What is it?
Also known as aortic stenosis, it’s a condition that occurs when the heart’s aortic valve narrows. When the aortic valve cannot open fully, it blocks blood flow from the heart to the aorta, and from the aorta to the rest of the body. This means the heart has to work harder to pump an adequate amount of blood. Over time, this extra work can weaken the heart. And if left untreated, aortic stenosis can lead to more serious heart problems.
|Heart with an open, healthy aortic valve.||Heart with aortic stenosis caused by calcium buildup in the aortic valve.|
What are the causes?
- Calcium buildup: Aortic stenosis is typically caused by a build up of calcium on the leaflets of the aortic valve (three flaps of tissue that open and close to regulate blood flow through the valve).
- Congenital heart defect: Some children are born with an aortic valve that has only one or two leaflets, which can cause narrowing or leakage later on in adulthood.

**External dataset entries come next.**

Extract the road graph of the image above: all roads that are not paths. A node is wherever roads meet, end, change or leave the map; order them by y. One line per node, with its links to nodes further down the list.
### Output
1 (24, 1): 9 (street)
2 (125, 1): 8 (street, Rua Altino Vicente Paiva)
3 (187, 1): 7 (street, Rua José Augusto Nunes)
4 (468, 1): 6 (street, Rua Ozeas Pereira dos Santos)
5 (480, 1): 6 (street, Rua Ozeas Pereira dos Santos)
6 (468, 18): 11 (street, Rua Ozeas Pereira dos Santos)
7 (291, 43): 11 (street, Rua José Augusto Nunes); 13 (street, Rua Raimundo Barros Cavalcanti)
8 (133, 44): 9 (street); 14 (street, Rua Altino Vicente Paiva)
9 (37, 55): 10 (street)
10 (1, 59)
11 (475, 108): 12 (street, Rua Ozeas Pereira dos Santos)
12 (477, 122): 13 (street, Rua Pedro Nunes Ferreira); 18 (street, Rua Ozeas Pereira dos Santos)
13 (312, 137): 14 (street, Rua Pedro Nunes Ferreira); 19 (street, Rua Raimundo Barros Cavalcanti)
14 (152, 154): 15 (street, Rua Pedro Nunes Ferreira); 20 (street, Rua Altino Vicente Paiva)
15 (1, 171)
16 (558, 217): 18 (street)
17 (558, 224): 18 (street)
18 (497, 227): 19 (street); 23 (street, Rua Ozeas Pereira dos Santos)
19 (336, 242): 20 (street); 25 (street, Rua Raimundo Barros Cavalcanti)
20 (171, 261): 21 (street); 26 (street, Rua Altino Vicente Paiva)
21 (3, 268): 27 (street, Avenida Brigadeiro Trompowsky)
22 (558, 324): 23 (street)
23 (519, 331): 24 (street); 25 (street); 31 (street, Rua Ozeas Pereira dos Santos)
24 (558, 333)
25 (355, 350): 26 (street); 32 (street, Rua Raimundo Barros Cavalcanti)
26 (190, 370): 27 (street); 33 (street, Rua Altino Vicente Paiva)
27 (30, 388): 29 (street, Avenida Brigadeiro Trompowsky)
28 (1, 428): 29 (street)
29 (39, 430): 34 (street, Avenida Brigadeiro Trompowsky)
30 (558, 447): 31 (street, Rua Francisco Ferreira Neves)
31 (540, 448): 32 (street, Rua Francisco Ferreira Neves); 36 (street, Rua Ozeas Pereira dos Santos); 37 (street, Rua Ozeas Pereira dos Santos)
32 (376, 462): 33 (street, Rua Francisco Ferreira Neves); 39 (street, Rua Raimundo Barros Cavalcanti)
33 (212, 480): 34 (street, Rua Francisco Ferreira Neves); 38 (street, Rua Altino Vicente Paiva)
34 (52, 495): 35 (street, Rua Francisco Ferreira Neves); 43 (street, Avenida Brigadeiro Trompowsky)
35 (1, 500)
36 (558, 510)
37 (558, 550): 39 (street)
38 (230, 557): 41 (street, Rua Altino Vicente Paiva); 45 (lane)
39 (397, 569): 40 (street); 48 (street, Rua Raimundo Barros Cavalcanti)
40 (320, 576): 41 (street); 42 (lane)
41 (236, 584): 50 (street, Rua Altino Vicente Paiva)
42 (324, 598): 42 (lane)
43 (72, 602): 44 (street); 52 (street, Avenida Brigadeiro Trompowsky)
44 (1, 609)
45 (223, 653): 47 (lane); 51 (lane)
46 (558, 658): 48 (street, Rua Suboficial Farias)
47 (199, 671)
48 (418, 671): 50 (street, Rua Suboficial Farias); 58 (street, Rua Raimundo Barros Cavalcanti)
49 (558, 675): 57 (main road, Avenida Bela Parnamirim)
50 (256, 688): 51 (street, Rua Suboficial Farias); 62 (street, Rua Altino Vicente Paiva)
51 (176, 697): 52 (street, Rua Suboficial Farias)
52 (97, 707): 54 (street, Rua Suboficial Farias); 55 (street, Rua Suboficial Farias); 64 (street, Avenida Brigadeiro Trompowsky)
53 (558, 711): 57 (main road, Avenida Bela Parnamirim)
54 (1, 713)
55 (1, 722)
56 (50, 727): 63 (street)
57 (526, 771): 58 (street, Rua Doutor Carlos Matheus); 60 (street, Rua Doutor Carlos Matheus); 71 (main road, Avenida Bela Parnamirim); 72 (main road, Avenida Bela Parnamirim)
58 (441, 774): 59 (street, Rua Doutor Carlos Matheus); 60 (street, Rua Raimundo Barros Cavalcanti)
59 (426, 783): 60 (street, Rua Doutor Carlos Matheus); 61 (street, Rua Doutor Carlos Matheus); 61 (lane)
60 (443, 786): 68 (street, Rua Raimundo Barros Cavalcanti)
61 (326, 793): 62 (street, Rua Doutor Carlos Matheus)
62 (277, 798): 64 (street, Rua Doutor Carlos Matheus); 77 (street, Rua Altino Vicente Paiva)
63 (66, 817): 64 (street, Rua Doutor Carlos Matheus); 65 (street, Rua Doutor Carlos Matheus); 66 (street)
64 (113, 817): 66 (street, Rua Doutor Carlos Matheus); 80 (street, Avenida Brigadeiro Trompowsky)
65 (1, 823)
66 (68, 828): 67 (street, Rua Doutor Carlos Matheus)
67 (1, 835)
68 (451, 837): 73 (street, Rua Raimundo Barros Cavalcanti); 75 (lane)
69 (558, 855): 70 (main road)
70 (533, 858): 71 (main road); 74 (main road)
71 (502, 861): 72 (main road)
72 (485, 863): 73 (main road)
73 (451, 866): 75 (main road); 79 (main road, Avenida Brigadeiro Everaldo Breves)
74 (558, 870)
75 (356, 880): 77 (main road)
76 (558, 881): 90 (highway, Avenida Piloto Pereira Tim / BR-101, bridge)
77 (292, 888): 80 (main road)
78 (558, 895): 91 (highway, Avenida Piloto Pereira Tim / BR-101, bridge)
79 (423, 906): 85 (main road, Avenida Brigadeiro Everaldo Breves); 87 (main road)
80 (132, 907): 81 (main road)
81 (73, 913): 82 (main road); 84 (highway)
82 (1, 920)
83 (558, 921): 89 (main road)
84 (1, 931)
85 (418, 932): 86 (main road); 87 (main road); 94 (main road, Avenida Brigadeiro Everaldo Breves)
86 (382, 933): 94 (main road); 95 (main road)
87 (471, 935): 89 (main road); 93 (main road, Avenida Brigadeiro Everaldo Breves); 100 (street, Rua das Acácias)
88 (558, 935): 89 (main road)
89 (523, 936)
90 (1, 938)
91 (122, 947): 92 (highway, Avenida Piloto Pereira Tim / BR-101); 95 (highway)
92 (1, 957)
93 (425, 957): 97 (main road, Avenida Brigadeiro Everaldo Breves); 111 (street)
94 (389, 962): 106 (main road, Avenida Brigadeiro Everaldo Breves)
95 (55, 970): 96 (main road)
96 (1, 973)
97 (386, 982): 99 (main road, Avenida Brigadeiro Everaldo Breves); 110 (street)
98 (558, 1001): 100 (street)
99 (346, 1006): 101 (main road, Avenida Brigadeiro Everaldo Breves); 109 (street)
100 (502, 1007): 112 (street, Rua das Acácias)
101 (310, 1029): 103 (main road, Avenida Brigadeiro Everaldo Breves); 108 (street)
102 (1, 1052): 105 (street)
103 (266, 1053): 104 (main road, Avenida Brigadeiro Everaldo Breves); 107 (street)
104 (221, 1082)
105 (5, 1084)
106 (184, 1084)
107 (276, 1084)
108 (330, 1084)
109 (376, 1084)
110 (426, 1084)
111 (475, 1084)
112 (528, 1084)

- Rheumatic fever: Rheumatic fever is a complication of strep throat. And the effects of rheumatic fever can result in the formation of scar tissue on the aortic valve, potentially leading to aortic stenosis.
Who’s at risk?
Approximately 1.5 million people in the U.S. suffer from aortic stenosis. And 250,000 suffer from severe symptomatic aortic stenosis, which means they develop debilitating symptoms that affect their daily activities. Common risk factors for aortic stenosis include:
- A form of congenital valvular disease—a valvular disease that is present at birth
- Rheumatic heart disease—permanent damage to the heart caused by the effects of rheumatic fever
- Old age (65 and older), when calcium buildup is most common
Signs & Symptoms
People with aortic stenosis may experience debilitating symptoms, such as:
- Shortness of breath even at rest, which may lead to gasping
- Pain or tightness in the chest
- Excessive fatigue
- Rapid or irregular heartbeat
If you’re experiencing any of the signs or symptoms of aortic stenosis, you need to see a physician immediately. Diagnosing aortic stenosis typically starts by listening to the heart for a murmur—an extra or unusual sound heard during a heartbeat. Further studies may include an echocardiogram (ECG) or electrocardiogram (EKG), chest X-ray or ultrasound. Aortic stenosis progresses quickly, so it’s important to receive a proper diagnosis as soon as possible.